Я повел Грачева в наш барак, потеснил соседей и усадил его рядом с собой. Он расспрашивал о лагерной жизни, о людях, я рассказывал ему. В свою очередь, я спросил, как он попал в плен, и услышал еще одну печальную повесть с раскаянием: «Эх, взял бы правее, зенитка не попала бы!»
Мы проговорили до полуночи. Грачев уснул. Я смотрел в темное, зарешеченное железом окно. Свет жизни доходил ко мне издалека, с волжской стороны, из родного дома.
Когда на фронте бывало очень тяжело, мы вспоминали свой дом, мать, отца, братьев и сестер, представляли их себе в воображении, приходили в родной дом во сне. Помню, как в Лебедине нас, раненых, погрузили в санитарный поезд и повезли в направлении Харькова. Длинный эшелон то ритмично стучал колесами, то подолгу стоял где-то между станций на перегоне среди степи. Потом был такой же продолжительный и мучительный переезд от Харькова до Ростова, а оттуда — в Сталинград. Осень и зима, бесконечно долгие часы, отмеченные лишь иногда радостями — утешительными известиями с фронтов и письмами друзей.
На перекрестках войны, в госпитальных палатах не раз я вспоминал свой авиаполк и далекий в это время, недосягаемый дом моей матери. Полк с его яркой жизнью, товарищами, без которого, как и без Володи Боброва, Саши Шугаева, без всех тех, с которыми летал вместе и сражался в воздушных боях с врагом, я тогда не представлял себе своего будущего.
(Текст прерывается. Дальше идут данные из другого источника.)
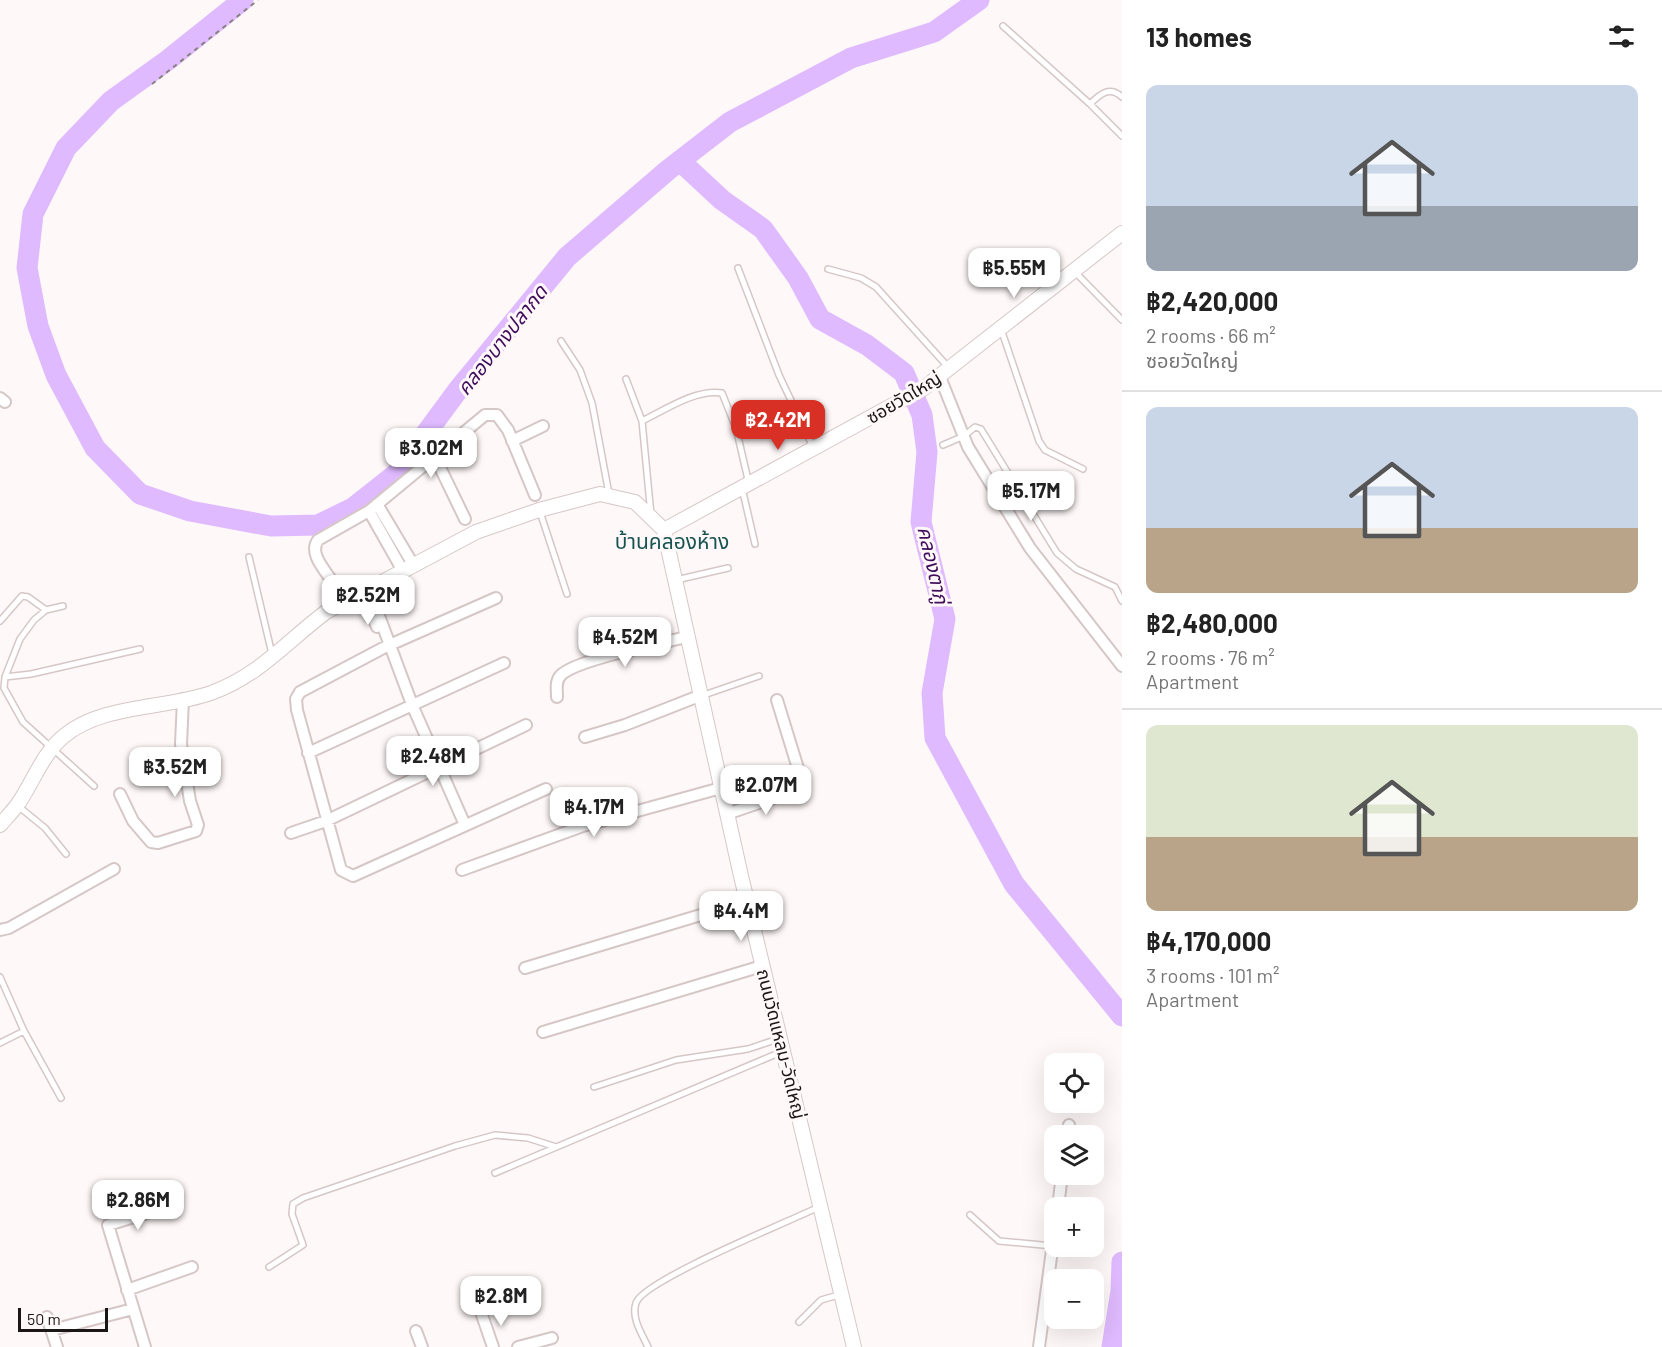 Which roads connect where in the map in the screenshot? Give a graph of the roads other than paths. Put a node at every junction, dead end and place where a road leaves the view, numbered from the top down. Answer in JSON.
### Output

В декабре 1941 года ударили такие жгучие морозы, что, казалось, на всей нашей планете остановилась жизнь. В это время Саша Шугаев прислал мне письмо, в котором сообщал, что полк отбывает в глубокий тыл на переформирование. Из его намеков я понял, что «глубокий тыл» — это Саратов. Совсем недалеко от места нашего госпиталя. Как же мне с моей тяжелой, забинтованной ногой добраться до Саратова?
В те дни в госпитале работала комиссия, отбиравшая раненых для эвакуации за Волгу, на Урал. Начались рентгены, анализы. Сопровождающие бумаги на меня были тоже подготовлены. Везут в Челябинск. «На север, на север», — застучали колеса поезда.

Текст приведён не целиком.